Nous avons tous admiré la démarche héroïque de Mamoudou Gassama, ce jeune Malien en situation irrégulière sur le sol français, qui n’a pas hésité à mettre sa vie en danger pour sauver un enfant dramatiquement accroché à la balustrade d’un balcon. Cette leçon de courage a été justement saluée et récompensée par les plus hautes autorités de notre pays, ce dont nous ne pouvons que nous féliciter.

Dr Ariane Junca est coresponsable du projet frontière transalpine Médecins du monde Paca Dr Bernard Granjon est ancien président de Médecins du Monde
Mais, chemin faisant, ont-elles vraiment appréhendé toute la portée de ce geste qui va bien au-delà du simple courage ? L’exploitation un peu facile et démagogue qui en a été faite, ne contribue-t-elle pas à occulter la principale leçon que nous donne ce valeureux sans-papier : il est des exigences d’humanité qui dépassent toutes les autres et auxquelles nul ne devrait se soustraire.

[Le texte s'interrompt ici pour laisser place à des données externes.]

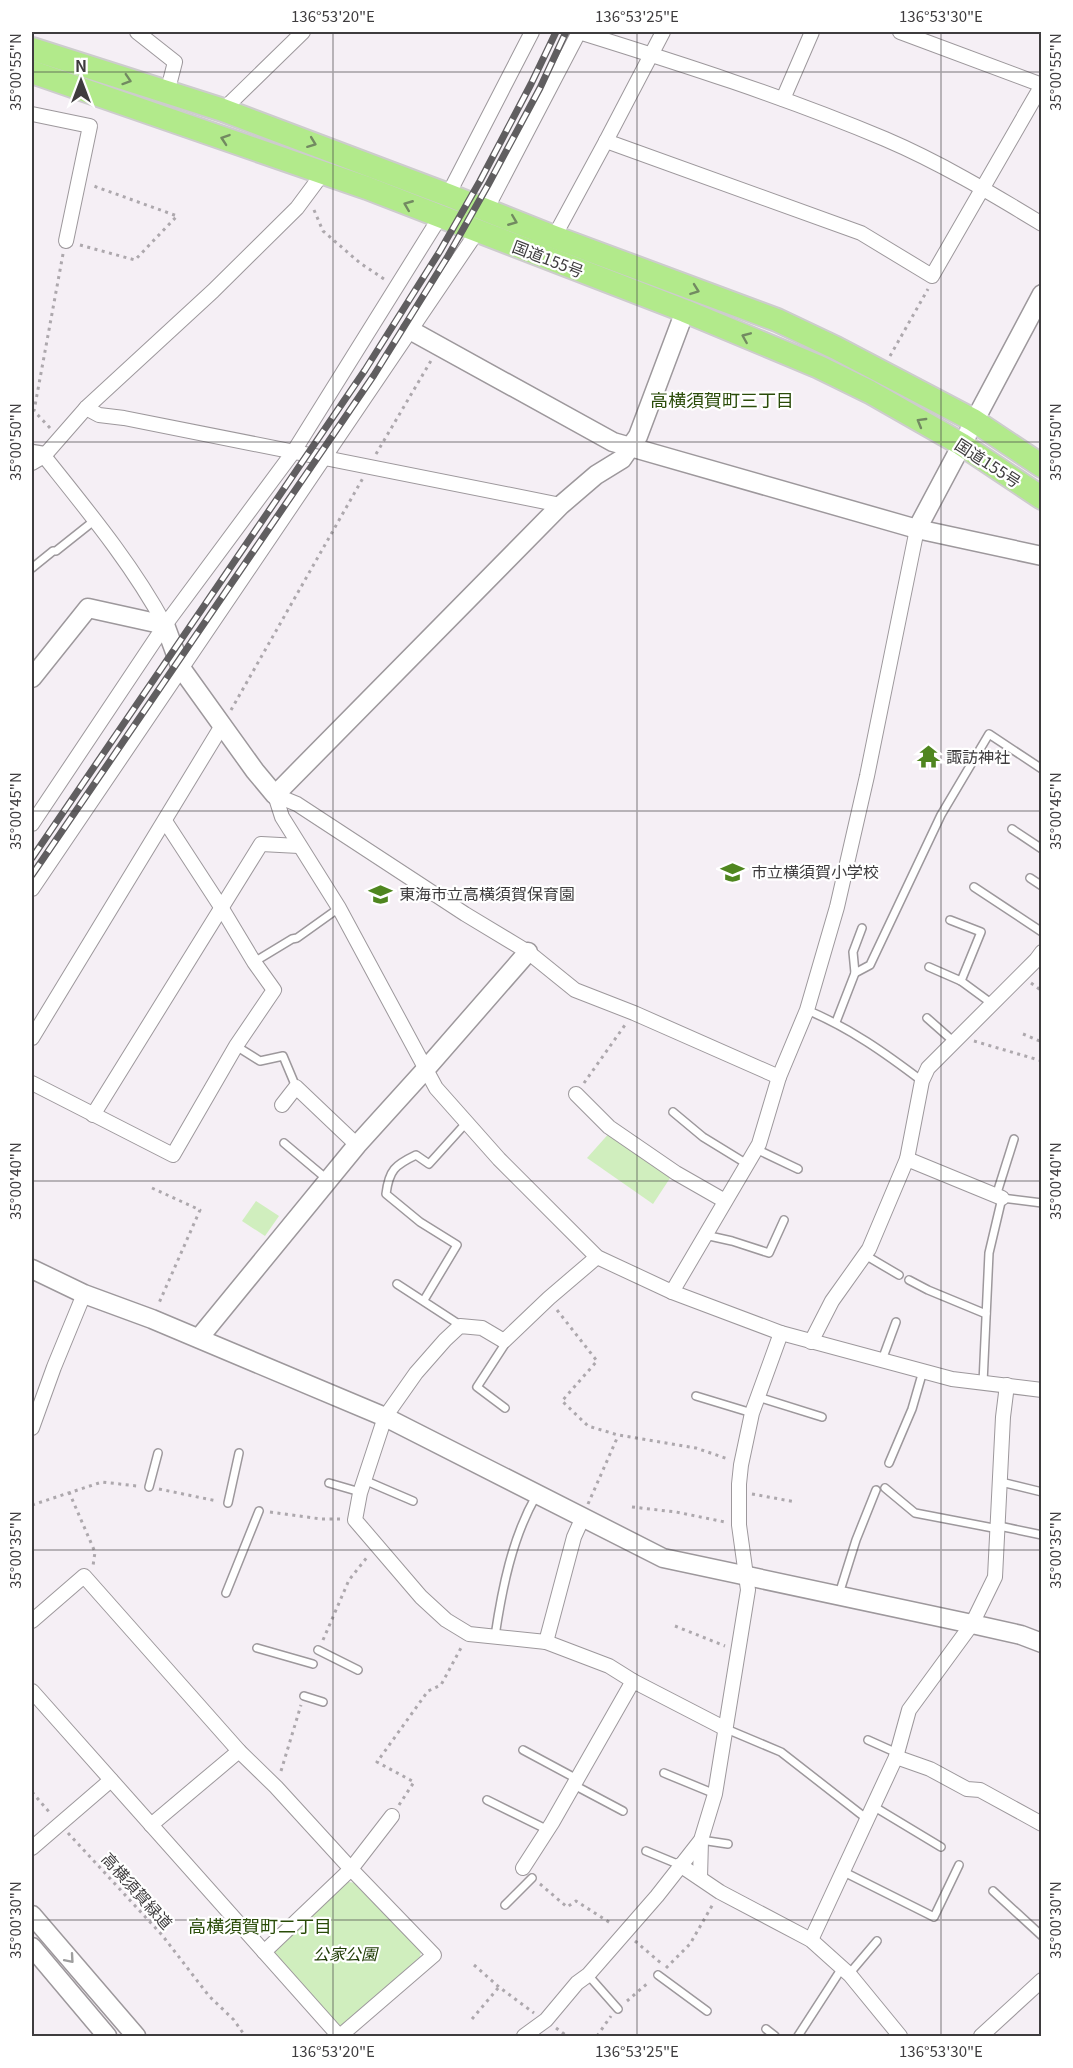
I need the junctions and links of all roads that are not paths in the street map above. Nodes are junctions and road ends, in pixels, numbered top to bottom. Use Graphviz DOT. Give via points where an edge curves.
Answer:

Impitoyable politique d’exclusion

Car, au même moment, dans les montagnes briançonnaises où nous intervenons auprès des migrants en situation irrégulière, trois personnes perdaient la vie dont une femme retrouvée noyée dans les eaux glacées de la Durance, toutes trois victimes indirectes des forces de l’ordre lancées à leur poursuite au nom d’une impitoyable politique d’exclusion.

Toutes les nuits arrivent au « Refuge » de Briançon, le local mis à disposition par la communauté de communes, entre 10 et 50 migrants exténués, affamés, frigorifiés et pourtant remplis d’espoirs et d’attentes. Beaucoup sont des mineurs donc théoriquement inexpulsables de par la loi, à moins que, au nom de critères mal définis, les autorités ne les « démineurisent», c’est-à-dire en fassent des migrants comme les autres.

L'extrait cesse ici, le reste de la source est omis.